ITEM: Back at Sack’s truck, I tell Jake my Richter story. The earthquake measuring is called the, ‘Richter Scale’ to honor him. Forgive the spelling. I’m too tired to look for the dictionary. At Richters big shop in North Pasadena on my first phone repair, I watched sheets of tear off paper coming off a big machine. A metal arm like a spider leg is making squiggly lines back and forth across the wide sheets, then, the sheets continue on, folding themselves into a catch box on the floor. I ask a fresh off the phone Richter if there are earthquakes somewhere. He laughs then tells me they thought the same thing when they first turned it on. Then they found out from the odd hours it came on that there was a rhyme and reason to the hits. It turned out the Lockheed plant in Burbank had a giant press, so huge, that every time it stamped out a one piece frame for an F-18 fighter it caused a 2.9. (Ten years later, I was at that Lockheed plant and saw them taking that big press apart to junk it. It was about twenty five feet tall and even wider. One of the techs gave me an 8″ by 10″ of it in action. I put it in that year’s journal).

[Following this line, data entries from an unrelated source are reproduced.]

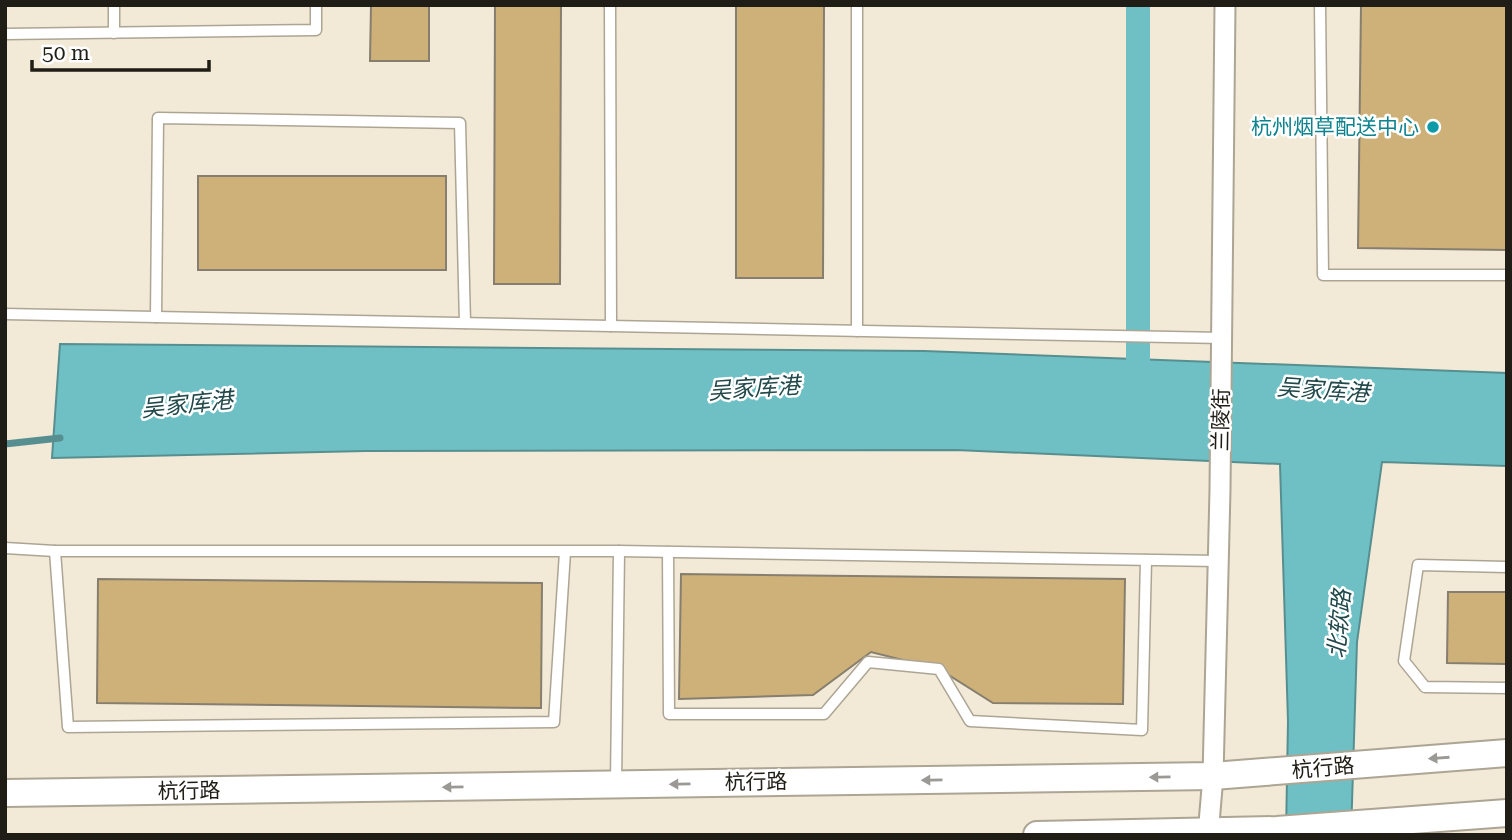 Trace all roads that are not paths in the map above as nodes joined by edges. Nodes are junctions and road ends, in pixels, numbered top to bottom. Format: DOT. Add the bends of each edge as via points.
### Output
graph roads {
  1 [pos="114,5"];
  2 [pos="316,5"];
  3 [pos="610,5"];
  4 [pos="857,5"];
  5 [pos="1225,5"];
  6 [pos="1320,5"];
  7 [pos="114,33"];
  8 [pos="5,34"];
  9 [pos="1507,275"];
  10 [pos="5,314"];
  11 [pos="156,317"];
  12 [pos="464,323"];
  13 [pos="611,326"];
  14 [pos="858,331"];
  15 [pos="1222,344"];
  16 [pos="5,548"];
  17 [pos="55,551"];
  18 [pos="619,551"];
  19 [pos="565,552"];
  20 [pos="668,552"];
  21 [pos="1146,560"];
  22 [pos="1218,561"];
  23 [pos="1507,567"];
  24 [pos="1507,688"];
  25 [pos="1507,753"];
  26 [pos="1213,776"];
  27 [pos="616,785"];
  28 [pos="5,793"];
  29 [pos="1507,813"];
  30 [pos="1208,833"];
  31 [pos="1037,835"];
  1 -- 7 [label="lane"];
  2 -- 7 [label="lane" via="316,30"];
  3 -- 13 [label="lane"];
  4 -- 14 [label="lane"];
  5 -- 15 [label="street, 兰陵街"];
  6 -- 9 [label="lane" via="1323,275"];
  7 -- 8 [label="lane"];
  10 -- 11 [label="lane"];
  11 -- 12 [label="lane"];
  11 -- 12 [label="lane" via="158,118 460,123"];
  12 -- 13 [label="lane"];
  13 -- 14 [label="lane"];
  14 -- 15 [label="lane"];
  15 -- 22 [label="street, 兰陵街"];
  16 -- 17 [label="lane"];
  17 -- 19 [label="lane"];
  17 -- 19 [label="lane" via="68,727 554,722"];
  18 -- 19 [label="lane"];
  18 -- 20 [label="lane"];
  18 -- 27 [label="lane"];
  20 -- 21 [label="lane"];
  20 -- 21 [label="lane" via="669,714 824,714 868,662 939,669 970,721 1142,730"];
  21 -- 22 [label="lane"];
  22 -- 26 [label="street, 兰陵街"];
  23 -- 24 [label="lane" via="1418,565 1404,661 1425,687"];
  25 -- 26 [label="main road, 杭行路, one-way"];
  26 -- 27 [label="main road, 杭行路, one-way"];
  26 -- 30 [label="street, 兰陵街"];
  27 -- 28 [label="main road, 杭行路, one-way"];
  29 -- 30 [label="main road"];
  30 -- 31 [label="main road"];
}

Finally heading for home, we drop Mickey off at his ex’s. As she opened the door to let him in, she was dressed in a man’s two piece pajama set. She ignored us and looked happy to see Mickey. We headed for Baker and a Bob’s Big Boy before parting ways back in Mojave. A really fun day…

Phonehenge North News

ITEM: Been hanging with Oscar the water man. He handles every emergency that comes up for the local water company in my neck of the woods. My neighbors just above me blew a one-inch water line fitting and were out of town. I call the company, they hook me up with Oscar. Now we’re good pals. I’ve been going all over the place goofing with him while he does all the work. I’m learning a lot about Bakersfield and Tehachapi.

In Acton, I tried to find a used tire for the dump truck. Nothing at five places under a $100 bucks anywhere in Whiteville. Oscar hangs with a different crowd. We stop to get a tractor tire fixed at a barrio shop in a rough area of Bakersfield. It takes up the entire bed of a one ton flatbed. As we roll it off I wonder about a used tire with my dimensions. Oscar speaks rapid fire Spanish. A kid from the back rolls out an almost new truck tire. It’s $20 bucks if I can fix the guys ringing on his fax machine. Done deal.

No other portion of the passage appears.